The replicated database is an in-memory database containing the entire data tree. Updates are logged to disk for recoverability, and writes are serialized to disk before they are applied to the in-memory database.
ZooKeeper uses a custom atomic messaging protocol. Since the messaging layer is atomic, ZooKeeper can guarantee that the local replicas never diverge. When the leader receives a write request, it calculates what the state of the system is when the write is to be applied and transforms this into a transaction that captures this new state.
Uses of Zookeeper
- The programming interface to ZooKeeper is deliberately simple. With it, however, you can implement higher order operations, such as synchronizations primitives, group membership, ownership, etc.
- Two main categories
- Service management
- Distributed Locking: Locking and synchronization service
ZooKeeper was not implemented to be a large datastore.
Discovery of hosts
A typical use case for ephemeral nodes is when using ZooKeeper for discovery of hosts in your distributed system. Each server can then publish its IP address in an ephemeral node, and should a server loose connectivity with ZooKeeper and fail to reconnect within the session timeout, then its information is deleted.
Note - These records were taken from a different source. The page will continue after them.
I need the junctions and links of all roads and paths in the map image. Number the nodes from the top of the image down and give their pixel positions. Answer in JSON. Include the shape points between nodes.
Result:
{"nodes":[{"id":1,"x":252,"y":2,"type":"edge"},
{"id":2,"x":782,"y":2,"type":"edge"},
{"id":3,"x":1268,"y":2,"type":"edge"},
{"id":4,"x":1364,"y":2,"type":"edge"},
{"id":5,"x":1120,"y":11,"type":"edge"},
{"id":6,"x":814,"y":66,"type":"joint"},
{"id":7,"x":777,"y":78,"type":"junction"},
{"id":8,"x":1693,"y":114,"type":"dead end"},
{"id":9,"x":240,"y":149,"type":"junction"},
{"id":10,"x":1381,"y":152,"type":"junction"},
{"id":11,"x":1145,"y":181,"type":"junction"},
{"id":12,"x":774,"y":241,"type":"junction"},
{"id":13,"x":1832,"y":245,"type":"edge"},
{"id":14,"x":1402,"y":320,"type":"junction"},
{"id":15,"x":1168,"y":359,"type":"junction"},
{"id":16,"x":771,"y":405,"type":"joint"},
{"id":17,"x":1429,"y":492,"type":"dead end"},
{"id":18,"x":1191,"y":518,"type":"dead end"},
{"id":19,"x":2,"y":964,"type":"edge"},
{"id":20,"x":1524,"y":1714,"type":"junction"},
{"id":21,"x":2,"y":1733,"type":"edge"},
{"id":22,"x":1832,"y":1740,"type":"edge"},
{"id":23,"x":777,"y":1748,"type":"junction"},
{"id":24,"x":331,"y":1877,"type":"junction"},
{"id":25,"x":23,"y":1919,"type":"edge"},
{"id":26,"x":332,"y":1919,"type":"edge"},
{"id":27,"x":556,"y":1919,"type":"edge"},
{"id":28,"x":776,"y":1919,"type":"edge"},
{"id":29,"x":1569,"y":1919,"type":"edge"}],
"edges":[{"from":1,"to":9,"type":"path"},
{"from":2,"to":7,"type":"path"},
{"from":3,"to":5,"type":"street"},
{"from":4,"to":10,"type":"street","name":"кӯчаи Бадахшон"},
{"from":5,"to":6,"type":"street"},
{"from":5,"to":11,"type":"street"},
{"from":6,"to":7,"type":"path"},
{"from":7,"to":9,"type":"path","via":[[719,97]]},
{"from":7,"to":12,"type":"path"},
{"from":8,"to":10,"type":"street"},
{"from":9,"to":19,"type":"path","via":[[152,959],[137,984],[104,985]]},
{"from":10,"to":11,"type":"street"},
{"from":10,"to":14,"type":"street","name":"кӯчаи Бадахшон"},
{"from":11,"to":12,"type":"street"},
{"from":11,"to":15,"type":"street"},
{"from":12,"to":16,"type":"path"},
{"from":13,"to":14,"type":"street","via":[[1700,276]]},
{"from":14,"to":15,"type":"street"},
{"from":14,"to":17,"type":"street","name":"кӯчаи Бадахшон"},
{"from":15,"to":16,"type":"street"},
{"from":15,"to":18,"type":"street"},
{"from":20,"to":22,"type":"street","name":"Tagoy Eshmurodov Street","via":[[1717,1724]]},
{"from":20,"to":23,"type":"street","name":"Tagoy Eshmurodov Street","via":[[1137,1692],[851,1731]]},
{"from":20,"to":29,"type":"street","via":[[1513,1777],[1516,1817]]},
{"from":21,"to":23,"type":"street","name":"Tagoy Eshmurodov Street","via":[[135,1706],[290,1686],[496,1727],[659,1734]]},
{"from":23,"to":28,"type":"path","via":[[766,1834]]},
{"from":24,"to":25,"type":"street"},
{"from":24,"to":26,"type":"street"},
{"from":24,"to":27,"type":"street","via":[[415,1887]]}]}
- Configuration management: Up-to-date system config info for a joining node
- Cluster management: Joining / leaving of nodes, real-time node status
- Highly reliable data registry
- Naming service
- Identifying nodes in a cluster by name (“DNS” for nodes)
Ephemeral nodes
Leader election
An easy way of doing leader election with ZooKeeper is to let every server publish its information in a zNode that is both sequential and ephemeral.
Then, whichever server has the lowest sequential zNode is the leader. If the leader or any other server for that matter, goes offline, its session dies and its ephemeral node is removed, and all other servers can observe who is the new leader.
If we use write for leader instead of lowest sequential zNode, then Zookeeper will send the notification to all servers and all servers will try to write to the zookeeper to become a new leader at the same time creating a herd effect.
- Electing a node as leader for coordination purposes
Same leader election can also be used for locking a resource
Building blocks
- Persistent Znode: This acts as the parent directory for your lock (e.g., /lock_parent). It’s always present, even if the client that created it disconnects.
- Ephemeral Znode: This is a special znode that exists only as long as the client that created it maintains an active session with ZooKeeper. If the client crashes, the znode is automatically deleted. This is crucial for preventing deadlocks.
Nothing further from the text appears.